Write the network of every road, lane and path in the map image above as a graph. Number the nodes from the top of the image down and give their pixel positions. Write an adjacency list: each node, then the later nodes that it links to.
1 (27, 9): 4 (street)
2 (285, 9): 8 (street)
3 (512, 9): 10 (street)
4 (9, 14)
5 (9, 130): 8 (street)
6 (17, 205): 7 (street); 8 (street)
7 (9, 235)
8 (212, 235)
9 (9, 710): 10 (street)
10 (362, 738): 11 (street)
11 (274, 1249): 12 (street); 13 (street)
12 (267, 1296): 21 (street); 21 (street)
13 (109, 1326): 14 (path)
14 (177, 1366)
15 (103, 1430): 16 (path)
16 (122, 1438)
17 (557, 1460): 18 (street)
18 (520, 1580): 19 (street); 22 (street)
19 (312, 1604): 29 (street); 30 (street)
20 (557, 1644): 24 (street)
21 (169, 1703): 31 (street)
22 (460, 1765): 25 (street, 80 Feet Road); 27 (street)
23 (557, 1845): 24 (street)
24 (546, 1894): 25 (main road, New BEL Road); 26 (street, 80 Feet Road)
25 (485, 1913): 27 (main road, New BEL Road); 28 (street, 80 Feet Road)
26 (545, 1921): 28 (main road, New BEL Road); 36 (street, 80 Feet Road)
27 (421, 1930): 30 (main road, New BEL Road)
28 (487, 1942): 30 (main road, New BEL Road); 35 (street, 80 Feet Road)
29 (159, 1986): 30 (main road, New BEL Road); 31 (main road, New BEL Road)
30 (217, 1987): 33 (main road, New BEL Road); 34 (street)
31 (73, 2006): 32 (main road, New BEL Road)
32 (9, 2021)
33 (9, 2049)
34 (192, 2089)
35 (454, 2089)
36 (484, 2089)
----
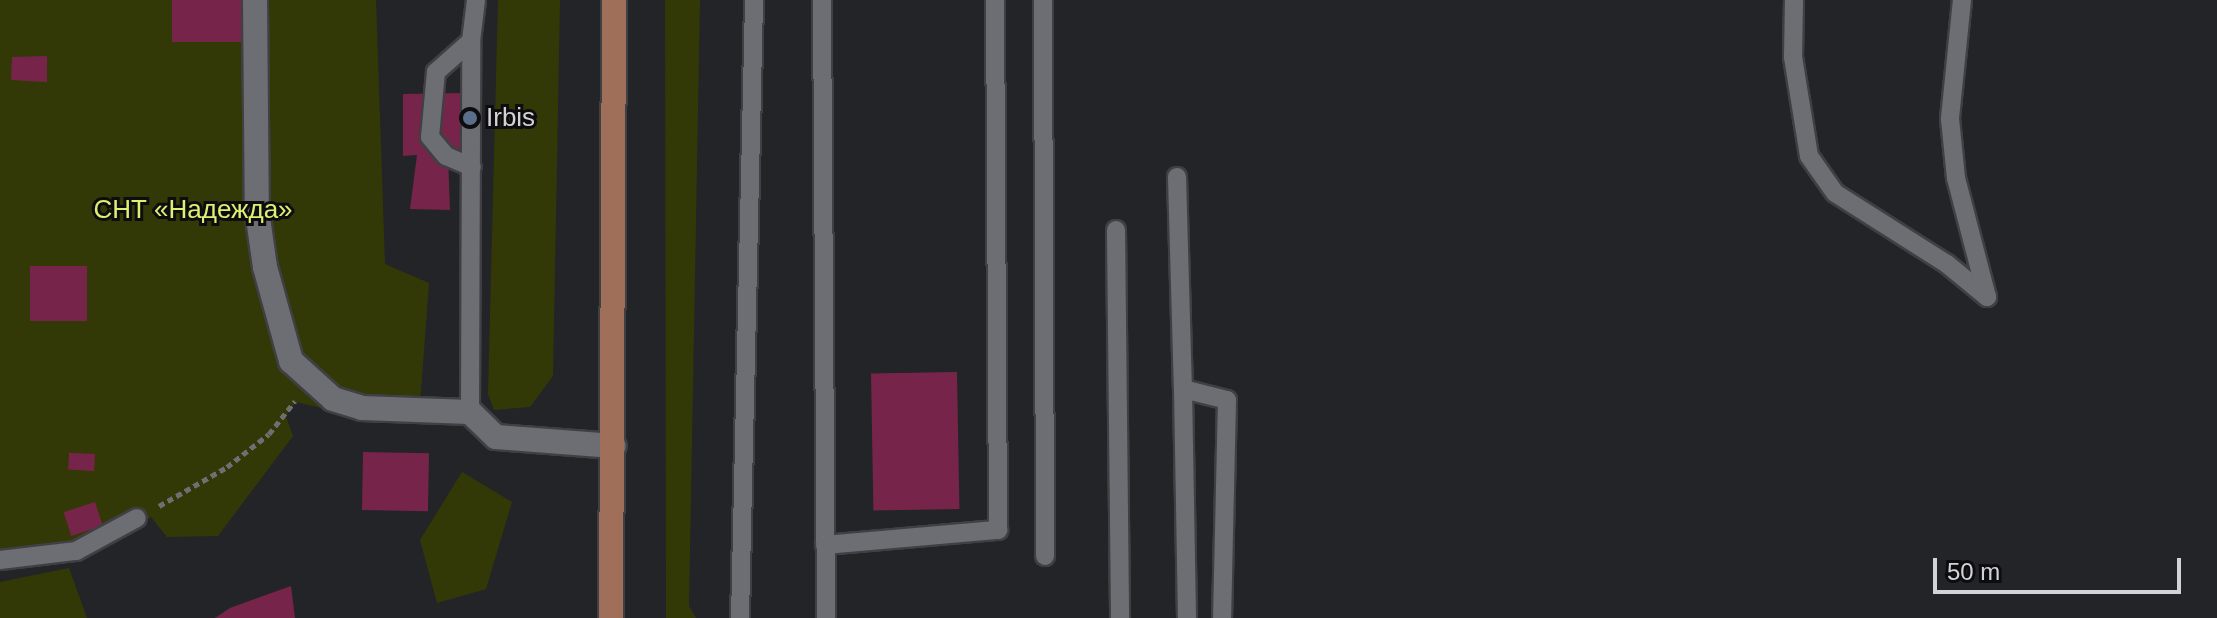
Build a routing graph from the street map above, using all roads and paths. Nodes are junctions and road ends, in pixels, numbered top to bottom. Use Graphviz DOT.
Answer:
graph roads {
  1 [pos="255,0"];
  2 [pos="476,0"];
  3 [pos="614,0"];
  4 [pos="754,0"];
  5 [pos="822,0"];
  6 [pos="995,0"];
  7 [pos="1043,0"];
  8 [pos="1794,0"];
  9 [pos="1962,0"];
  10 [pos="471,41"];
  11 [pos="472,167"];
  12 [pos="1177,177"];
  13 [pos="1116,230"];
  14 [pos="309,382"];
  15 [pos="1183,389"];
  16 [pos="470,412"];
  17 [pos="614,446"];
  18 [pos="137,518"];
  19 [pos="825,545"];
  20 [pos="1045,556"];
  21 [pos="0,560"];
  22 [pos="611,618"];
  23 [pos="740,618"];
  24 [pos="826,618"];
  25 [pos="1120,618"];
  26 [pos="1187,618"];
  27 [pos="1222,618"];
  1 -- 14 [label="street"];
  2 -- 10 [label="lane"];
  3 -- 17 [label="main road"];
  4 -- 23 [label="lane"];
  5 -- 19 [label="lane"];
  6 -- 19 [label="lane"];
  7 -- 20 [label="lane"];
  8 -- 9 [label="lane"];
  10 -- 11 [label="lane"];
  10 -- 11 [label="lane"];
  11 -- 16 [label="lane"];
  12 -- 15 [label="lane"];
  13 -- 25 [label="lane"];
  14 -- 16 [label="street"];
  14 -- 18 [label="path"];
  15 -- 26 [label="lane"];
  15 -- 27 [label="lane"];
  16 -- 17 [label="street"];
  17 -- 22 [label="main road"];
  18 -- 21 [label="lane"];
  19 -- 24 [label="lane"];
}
----
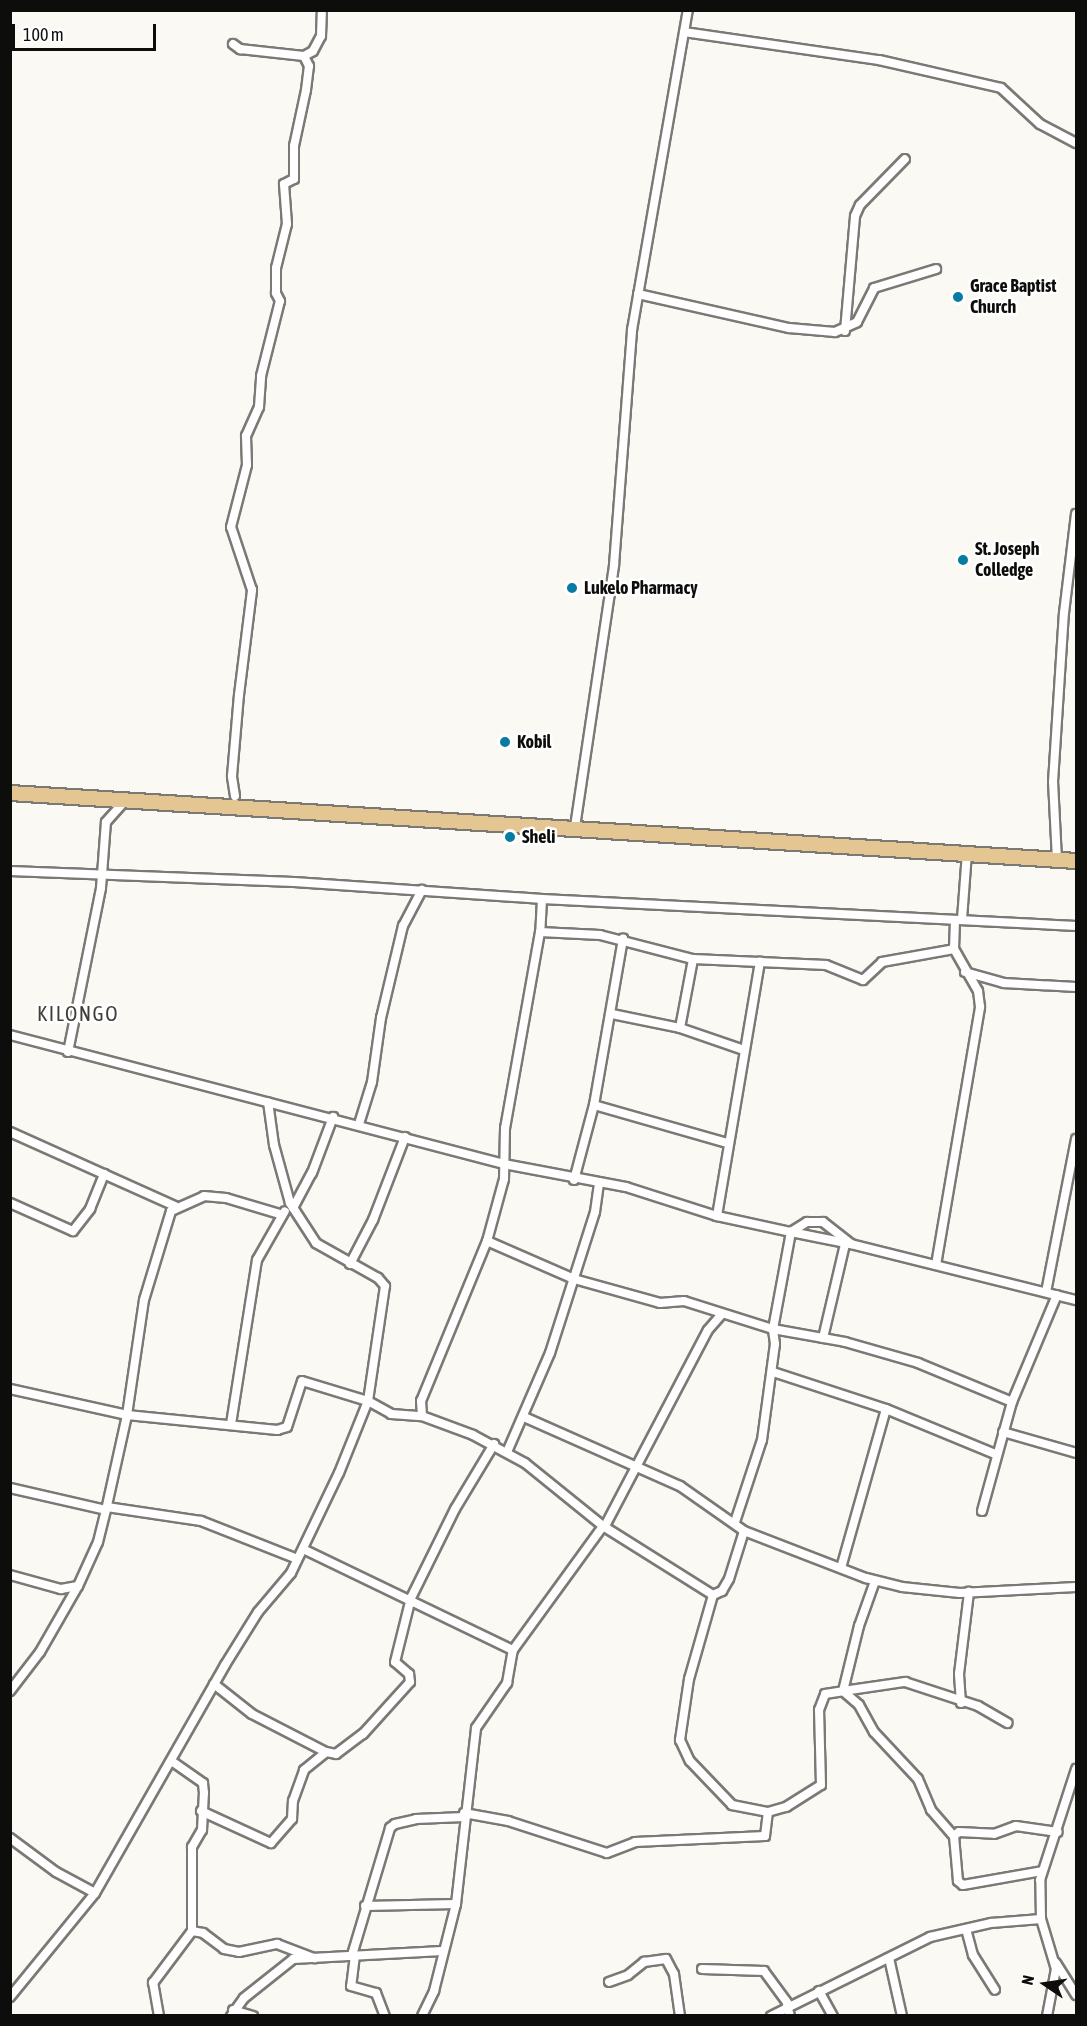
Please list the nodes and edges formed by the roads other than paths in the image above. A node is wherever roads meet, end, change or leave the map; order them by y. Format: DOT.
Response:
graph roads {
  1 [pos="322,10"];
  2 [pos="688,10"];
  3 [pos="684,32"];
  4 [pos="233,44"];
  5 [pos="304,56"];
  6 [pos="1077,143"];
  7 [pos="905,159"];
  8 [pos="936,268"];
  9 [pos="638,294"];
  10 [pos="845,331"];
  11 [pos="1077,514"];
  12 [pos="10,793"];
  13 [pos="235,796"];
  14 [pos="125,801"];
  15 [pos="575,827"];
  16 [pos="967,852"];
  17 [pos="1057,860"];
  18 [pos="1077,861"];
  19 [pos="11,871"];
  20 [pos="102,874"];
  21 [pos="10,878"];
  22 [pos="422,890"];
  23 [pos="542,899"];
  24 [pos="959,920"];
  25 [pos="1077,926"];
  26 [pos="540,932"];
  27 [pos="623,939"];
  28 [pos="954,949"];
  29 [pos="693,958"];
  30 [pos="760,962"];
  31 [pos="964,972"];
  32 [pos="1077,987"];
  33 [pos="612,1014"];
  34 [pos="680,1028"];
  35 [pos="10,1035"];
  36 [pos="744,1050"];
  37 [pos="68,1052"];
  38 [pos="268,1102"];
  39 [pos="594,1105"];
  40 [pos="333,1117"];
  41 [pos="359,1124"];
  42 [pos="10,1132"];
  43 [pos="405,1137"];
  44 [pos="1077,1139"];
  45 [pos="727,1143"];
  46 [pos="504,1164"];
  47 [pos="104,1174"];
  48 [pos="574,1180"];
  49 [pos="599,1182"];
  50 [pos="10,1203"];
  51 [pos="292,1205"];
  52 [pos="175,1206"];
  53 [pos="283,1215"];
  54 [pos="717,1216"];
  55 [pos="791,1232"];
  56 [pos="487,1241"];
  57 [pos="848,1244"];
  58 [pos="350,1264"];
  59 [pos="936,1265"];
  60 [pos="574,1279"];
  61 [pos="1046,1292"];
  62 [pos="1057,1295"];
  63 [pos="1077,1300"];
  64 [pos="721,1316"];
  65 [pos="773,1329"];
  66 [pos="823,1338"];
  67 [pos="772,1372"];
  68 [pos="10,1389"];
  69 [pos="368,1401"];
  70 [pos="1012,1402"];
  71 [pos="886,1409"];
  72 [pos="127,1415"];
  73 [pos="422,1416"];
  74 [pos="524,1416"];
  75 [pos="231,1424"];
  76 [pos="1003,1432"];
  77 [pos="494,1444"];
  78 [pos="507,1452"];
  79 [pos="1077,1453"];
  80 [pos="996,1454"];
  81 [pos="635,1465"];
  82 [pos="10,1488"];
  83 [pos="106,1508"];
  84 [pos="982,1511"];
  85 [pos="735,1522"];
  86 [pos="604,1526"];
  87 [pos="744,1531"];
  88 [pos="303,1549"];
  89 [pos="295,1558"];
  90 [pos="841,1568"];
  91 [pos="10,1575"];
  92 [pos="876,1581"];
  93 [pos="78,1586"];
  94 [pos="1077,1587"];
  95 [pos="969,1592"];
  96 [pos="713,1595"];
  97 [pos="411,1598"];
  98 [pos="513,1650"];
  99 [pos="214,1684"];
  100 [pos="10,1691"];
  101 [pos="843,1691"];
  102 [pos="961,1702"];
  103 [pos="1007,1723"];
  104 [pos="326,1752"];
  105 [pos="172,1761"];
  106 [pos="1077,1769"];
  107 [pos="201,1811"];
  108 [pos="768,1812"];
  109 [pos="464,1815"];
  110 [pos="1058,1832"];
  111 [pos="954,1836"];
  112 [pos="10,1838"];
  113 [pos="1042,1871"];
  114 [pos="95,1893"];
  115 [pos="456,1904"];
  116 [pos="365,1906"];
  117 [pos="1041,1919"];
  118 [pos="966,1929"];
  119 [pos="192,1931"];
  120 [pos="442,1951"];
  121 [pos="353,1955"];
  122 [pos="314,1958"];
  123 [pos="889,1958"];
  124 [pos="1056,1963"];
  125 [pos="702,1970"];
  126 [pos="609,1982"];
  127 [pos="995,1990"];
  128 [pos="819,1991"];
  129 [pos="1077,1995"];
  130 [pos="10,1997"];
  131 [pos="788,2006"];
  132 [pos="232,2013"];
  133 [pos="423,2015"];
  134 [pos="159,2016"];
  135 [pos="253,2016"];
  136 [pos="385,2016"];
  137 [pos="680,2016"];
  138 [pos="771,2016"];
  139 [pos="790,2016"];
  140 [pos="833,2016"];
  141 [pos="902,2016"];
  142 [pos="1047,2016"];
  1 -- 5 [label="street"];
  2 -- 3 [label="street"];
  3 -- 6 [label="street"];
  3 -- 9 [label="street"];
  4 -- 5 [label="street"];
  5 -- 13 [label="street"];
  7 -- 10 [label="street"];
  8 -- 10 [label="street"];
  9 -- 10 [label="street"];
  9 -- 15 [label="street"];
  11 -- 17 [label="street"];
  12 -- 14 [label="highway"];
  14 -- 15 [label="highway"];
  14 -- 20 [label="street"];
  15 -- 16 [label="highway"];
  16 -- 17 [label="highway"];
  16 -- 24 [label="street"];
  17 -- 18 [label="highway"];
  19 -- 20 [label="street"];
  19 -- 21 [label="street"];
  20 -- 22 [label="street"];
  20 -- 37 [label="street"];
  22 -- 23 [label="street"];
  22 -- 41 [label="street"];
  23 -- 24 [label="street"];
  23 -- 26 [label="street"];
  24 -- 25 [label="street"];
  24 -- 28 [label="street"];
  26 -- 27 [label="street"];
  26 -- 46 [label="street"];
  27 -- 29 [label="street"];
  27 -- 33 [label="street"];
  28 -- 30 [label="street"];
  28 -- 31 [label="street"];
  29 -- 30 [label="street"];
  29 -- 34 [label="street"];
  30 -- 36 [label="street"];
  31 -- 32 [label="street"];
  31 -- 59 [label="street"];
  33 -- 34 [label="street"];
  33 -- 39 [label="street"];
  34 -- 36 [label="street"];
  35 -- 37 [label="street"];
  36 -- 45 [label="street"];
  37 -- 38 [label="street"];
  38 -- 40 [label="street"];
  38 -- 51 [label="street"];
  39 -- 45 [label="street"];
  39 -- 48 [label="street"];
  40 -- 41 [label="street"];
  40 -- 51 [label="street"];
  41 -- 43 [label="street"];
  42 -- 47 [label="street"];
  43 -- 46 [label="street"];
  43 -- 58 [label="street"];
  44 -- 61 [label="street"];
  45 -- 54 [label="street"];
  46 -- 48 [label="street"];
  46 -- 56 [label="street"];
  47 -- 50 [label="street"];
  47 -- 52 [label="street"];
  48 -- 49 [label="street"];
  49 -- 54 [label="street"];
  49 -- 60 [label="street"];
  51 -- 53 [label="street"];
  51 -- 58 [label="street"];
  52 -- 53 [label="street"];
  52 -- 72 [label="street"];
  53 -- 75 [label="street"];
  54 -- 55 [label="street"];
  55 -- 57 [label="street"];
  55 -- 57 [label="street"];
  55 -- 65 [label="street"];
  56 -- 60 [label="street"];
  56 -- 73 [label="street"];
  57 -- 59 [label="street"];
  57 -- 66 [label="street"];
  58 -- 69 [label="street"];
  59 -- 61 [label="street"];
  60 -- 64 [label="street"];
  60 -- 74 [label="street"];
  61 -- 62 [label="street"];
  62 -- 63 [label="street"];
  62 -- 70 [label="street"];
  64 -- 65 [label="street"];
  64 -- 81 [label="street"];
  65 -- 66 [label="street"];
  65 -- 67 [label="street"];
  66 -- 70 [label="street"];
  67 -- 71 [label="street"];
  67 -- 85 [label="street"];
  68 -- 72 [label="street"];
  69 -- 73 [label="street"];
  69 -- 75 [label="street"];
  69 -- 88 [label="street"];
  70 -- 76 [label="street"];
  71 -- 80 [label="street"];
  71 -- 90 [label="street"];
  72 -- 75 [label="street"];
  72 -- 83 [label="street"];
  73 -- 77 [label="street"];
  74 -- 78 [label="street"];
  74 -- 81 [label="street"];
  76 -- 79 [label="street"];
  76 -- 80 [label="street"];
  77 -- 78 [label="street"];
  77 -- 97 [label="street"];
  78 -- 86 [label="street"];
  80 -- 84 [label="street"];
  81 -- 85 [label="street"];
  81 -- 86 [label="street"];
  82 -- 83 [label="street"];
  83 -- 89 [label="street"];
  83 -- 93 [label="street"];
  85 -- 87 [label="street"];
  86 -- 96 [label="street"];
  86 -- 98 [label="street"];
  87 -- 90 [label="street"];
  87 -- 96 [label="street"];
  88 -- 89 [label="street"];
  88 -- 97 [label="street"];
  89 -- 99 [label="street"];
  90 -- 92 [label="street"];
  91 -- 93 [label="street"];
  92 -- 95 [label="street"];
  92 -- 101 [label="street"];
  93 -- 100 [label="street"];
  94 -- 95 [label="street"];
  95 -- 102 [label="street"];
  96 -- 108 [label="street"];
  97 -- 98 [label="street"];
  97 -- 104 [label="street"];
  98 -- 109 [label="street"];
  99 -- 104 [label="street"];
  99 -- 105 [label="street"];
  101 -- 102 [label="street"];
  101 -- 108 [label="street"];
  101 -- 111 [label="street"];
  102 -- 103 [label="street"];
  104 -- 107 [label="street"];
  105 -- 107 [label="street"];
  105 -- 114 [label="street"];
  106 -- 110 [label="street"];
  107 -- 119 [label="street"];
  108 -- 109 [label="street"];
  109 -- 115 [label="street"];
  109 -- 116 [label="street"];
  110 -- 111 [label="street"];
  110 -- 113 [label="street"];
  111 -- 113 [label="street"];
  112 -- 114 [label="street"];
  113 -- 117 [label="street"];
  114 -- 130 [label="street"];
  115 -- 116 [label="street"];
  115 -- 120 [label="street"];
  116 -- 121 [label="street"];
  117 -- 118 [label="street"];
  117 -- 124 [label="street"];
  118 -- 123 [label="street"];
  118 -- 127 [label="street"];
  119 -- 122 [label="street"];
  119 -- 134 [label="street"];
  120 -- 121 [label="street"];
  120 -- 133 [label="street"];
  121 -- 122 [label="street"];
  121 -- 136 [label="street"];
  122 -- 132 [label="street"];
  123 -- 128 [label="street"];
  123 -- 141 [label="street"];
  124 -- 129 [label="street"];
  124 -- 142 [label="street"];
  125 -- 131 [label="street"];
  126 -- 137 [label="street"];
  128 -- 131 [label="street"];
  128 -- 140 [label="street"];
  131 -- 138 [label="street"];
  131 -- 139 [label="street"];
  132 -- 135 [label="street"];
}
----
_Your objective_:
Within the records, in how many lines does the string "roads" occur? Give the number and no other text.

_Task result_:
4